Finally, Some Sense on Climate

The discussion on how to control the out-of-control climate has always seemed to me somehow out of whack. Climate doctors invariably focus on changing our energy sources, but pay little attention to how to cool this rapidly overheating planet. And that is the presenting problem.

Dr. David Keith, a professor of applied physics and of public policy at Harvard, finally addresses this crucial issue in “What’s the Least Bad Way to Cool the Planet?” He offers what will be to many a new framework for addressing our most immediate urgency.

Eliminating emissions by about 2050 is a difficult but doable goal. Suppose it is achieved. Average temperatures will stop increasing when emissions stop, but cooling will take thousands of years as greenhouse gases slowly dissipate from the atmosphere. Because the world will be a lot hotter by the time emissions reach zero, heat waves and storms will be worse than they are today. And while the heat will stop getting worse, sea level will continue to rise for centuries as polar ice melts in a warmer world.

Keith’s conclusion is that we need both to stop carbon emissions and find ways to cool the planet. To do the latter we need some form of social geoengineering, likely in the form of reflecting sunlight. As another report notes, such technologies will likely involve “adding small reflective particles to the upper atmosphere, by increasing reflective cloud cover in the lower atmosphere, or by thinning high-altitude clouds that can absorb heat.” The report acknowledges that there may be “an array of unknown or negative consequences.” And many critics have focused on these. Others have tried to account for them.

The other way to reduce heat is by using carbon removal (capturing it from the air) technologies. This, it seems to Keith, is far less feasible, considering the scale and time required to bring it about.
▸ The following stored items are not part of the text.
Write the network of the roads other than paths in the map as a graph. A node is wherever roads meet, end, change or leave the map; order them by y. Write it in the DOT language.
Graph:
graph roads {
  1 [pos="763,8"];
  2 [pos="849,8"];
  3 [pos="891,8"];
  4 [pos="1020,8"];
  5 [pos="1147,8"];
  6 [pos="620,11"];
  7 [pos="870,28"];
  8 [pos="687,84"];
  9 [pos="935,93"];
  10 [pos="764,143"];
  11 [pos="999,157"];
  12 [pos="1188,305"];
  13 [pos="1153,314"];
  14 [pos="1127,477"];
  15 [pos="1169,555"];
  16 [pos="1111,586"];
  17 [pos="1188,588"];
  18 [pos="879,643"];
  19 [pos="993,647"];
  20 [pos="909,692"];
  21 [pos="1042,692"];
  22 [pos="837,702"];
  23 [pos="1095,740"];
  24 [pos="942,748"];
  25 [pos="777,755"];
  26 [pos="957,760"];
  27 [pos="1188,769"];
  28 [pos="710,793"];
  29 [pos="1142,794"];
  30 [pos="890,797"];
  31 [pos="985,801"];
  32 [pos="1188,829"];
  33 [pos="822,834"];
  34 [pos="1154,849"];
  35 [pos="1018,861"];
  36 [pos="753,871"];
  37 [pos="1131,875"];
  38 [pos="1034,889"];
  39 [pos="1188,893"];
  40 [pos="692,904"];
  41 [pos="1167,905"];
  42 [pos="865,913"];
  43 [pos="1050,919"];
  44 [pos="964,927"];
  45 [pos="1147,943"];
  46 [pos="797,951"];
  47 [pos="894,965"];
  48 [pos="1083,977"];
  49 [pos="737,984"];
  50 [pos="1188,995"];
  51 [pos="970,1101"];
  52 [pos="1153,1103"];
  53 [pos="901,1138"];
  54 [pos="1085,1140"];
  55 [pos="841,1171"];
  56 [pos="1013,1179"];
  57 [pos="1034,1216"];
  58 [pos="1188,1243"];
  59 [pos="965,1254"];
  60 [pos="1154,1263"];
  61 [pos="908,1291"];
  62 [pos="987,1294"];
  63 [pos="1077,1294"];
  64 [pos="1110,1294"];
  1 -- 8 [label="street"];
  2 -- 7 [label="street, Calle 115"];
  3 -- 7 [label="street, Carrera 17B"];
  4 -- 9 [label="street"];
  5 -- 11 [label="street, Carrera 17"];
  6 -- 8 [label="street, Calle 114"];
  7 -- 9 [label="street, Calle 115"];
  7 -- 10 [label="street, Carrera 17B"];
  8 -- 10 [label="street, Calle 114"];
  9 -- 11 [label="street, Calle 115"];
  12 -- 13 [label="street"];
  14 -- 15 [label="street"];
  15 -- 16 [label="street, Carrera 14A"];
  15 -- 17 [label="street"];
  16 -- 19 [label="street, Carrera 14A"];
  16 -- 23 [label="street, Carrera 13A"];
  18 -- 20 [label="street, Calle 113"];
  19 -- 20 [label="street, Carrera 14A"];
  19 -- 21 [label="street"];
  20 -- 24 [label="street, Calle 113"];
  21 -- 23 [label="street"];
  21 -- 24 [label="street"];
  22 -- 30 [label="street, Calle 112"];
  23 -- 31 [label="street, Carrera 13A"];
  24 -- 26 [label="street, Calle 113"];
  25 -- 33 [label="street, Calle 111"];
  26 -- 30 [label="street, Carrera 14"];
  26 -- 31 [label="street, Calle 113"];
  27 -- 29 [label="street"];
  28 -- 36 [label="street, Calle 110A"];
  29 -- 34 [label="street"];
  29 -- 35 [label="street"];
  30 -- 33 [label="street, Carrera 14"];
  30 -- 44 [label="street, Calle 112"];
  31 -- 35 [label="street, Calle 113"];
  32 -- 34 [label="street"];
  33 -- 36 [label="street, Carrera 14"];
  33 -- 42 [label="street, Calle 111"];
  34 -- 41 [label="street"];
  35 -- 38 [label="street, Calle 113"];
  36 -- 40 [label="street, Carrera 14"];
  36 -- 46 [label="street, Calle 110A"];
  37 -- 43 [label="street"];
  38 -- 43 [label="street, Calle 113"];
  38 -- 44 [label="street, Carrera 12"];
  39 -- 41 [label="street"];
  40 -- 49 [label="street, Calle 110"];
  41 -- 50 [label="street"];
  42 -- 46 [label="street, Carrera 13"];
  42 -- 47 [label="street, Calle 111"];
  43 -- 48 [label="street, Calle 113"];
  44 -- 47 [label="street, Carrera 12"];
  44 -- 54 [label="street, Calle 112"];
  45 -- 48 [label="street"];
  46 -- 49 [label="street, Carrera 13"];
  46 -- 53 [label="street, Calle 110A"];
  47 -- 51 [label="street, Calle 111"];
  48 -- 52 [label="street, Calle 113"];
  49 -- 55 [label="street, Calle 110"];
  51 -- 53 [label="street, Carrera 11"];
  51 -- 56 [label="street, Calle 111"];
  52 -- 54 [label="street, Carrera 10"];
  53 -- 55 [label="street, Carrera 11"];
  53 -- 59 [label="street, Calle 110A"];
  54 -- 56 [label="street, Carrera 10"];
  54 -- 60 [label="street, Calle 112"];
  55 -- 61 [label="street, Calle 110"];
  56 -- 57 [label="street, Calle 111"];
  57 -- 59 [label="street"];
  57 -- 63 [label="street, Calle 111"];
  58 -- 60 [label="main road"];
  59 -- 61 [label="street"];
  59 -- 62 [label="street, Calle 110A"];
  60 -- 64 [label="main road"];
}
Planting sufficient trees would require a lengthy and immense transformative effort. Industrial removal methods must confront the challenge that there is just too much carbon to remove from the air in too short a time. The technology is nowhere in place.

The challenge is that a carbon removal operation—industrial or biological—achieves nothing the day it starts, but only cumulatively, year upon year. So, the faster one seeks that one degree of cooling, the faster one must build the removal industry, and the higher the social costs and environmental impacts per degree of cooling.

Geoengineeering—e.g., putting sulfur particles into the stratosphere—sounds “reckless,” says Keith, and will surely exacerbate some climate changes, but

the harms that would result by shaving a degree off global temperatures would be small compared with the benefits. Air pollution deaths from the added sulfur in the air would be more than offset by declines in the number of deaths from extreme heat, which would be 10 to 100 times larger.

And, of course, the “grand challenge is geopolitical.” What countries would get to decide on such a course and execute it? And for how long? Carbon removal is the safest path, but “solar geoengineering may well be able to cool the world this century with less environmental impacts and less social and economic disruption. Yet no one knows, because the question is not being asked.”

More research, and there is very little now, is essential. “Cooling the planet to reduce human suffering in this century will require carbon removal or solar geoengineering or both.”